Fui sucesivamente del mar abismal de El Hierro, ese sonido de canción de cuna desde lejos y, al acercarte, el estampido de las piedras peleándose en La Restinga. Más adelante me llevaron unos amigos a Fuerteventura, y recuerdo haber tenido, aun tan joven, noticia de lo que pasa cuando te metes, por ejemplo, en el mar de Corralejo. Si tienes esa fortuna y tu primera experiencia del mar majorero es ahí, sentirás de manera automática que pierdes edad y ganas en felicidad nada más pisar la arena de la playa. A Lanzarote fui ya por mi cuenta, con otros amigos que iban de negocios; aun no conocía a César Manrique, pero cuando lo conocí y vi su casa por dentro, debajo del volcán, entre la lava, sentí que de ese subsuelo era también mi casa. Y al descubrir Famara sentí, como en Corralejo, esa sensación de juventud que te regala el tiempo si le da la gana. Fui casi al tiempo de la tierra y del suelo de San Sebastián de La Gomera antes de subir al Cedro y contagiarme de su aire, con el que mi memoria vive. ¿Y La Palma? Ahora hemos estado pendientes de La Palma, empezando por Garafía, soplada por el fuego azaroso de la noche. No pasó un día de estos días aciagos que no estuve visitando, desde mi corazón y desde mis tinieblas, esa isla mágica, bendecida por gente como Mauro Fernández, uno de los artífices de su luz y su belleza. En Lobos conocí la exacta diferencia que hay entre una isla y un hombre: una isla se puede abarcar en cuatro pasos y a un hombre nunca lo conoces.

Así que soy de todas las islas, un isleño es de su isla y de todas, pues una isla no es tan solo una procedencia sino una realidad que sólo se va con el último sueño. En mi tiempo de vida, como es natural, la gente me ha preguntado, fuera de Canarias y en las islas, de dónde soy; a veces, en mi propia isla, me han preguntado, con gusto, con regusto o con disgusto, "cuándo te vas", y siempre respondo igual, yo no me voy nunca, ni vuelvo, porque nunca me he ido. ¿Y de dónde eres exactamente? Lo digo también, ahí sí muy concretamente. Nací junto a un barranco, en una familia cuyos padres, mi padre y mi madre, no hicieron nada por irse de allí. Mi padre, en concreto, hizo una vez un viaje a Gran Canaria, para pasar unos días con un joven amigo con quien tenía negocios. Regresó por la tarde, porque una vez mi madre le había dicho que un día se iba a bajar de un barco de un avión y se iba a acordar de que atrás se había dejado algo. Y, en efecto, mientras caminaba por los alrededores de Agaete sintió que algo le faltaba. Era mi madre, de la que por cierto era su prima hermana, y se vino inmediatamente.

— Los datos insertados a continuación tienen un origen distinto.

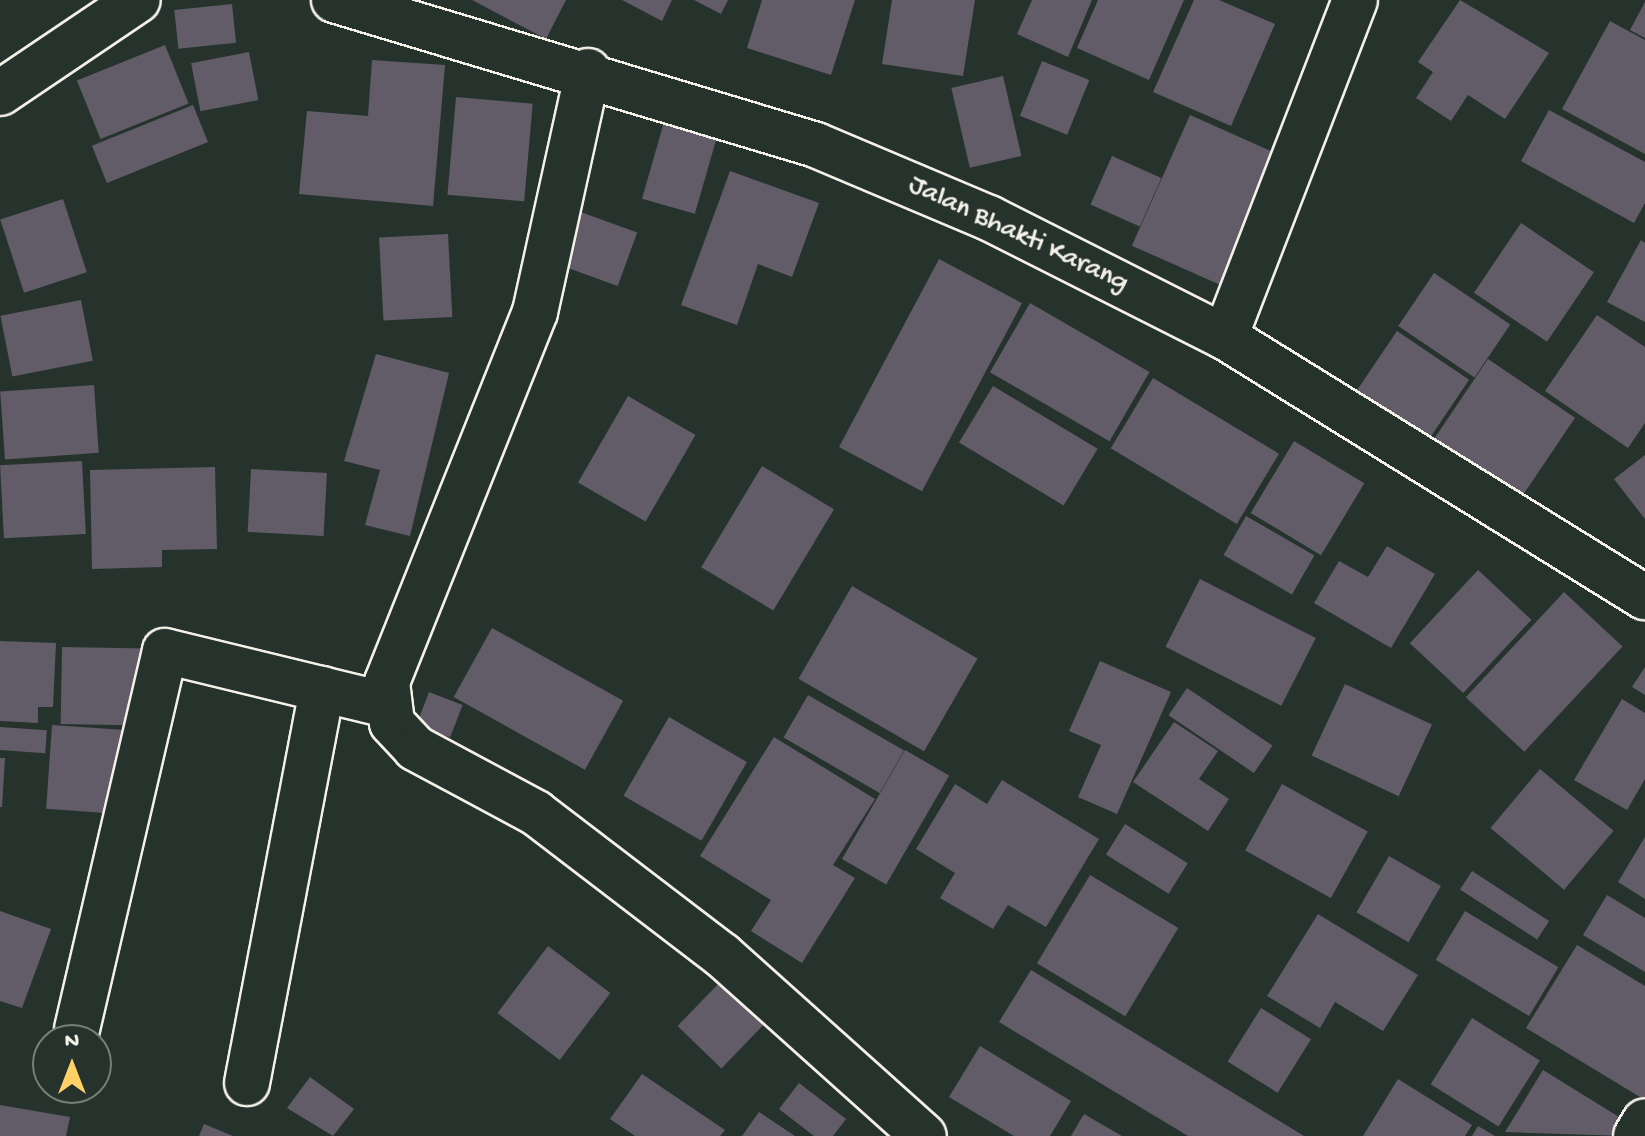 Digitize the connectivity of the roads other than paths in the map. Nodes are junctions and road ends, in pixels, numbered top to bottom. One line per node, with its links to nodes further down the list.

Ahora he estado dos meses en la isla en la que nací. Viajé por carreteras que no conocía, fui a mi pueblo y a mi casa de junto al barranco, vi caminos que no han sido tocados, me asomé a la Punta del Viento y estuve en el bar más chico del mundo, junto al ayuntamiento; estuve en La Orotava y en el Tigaiga, junto al Taoro, que fueron mis sitios de trabajar cuando iba con Elfidio Alonso a escuchar a Otto Hartzman tocar jazz para contarlo en El Día, donde trabajábamos. Y estuve en Bajamar y en la Punta como si quisiera retratarlas, y en todas partes vi huella de esa frase de Beckett que leí un día en el Teide.

En efecto, nunca me he ido de ninguno de esos sitios, porque nunca me he ido de las islas; aunque esta mañana en que escribo estas líneas he paseado por el desierto de Madrid, ciudad asustada por la pandemia, sigo escuchando en mis adentros el sonido del mar de Las Canteras, de Martiánez, de Bajamar, de Famara, de Corralejo, del Médano? El mar suave o rabioso, según le dé al viento.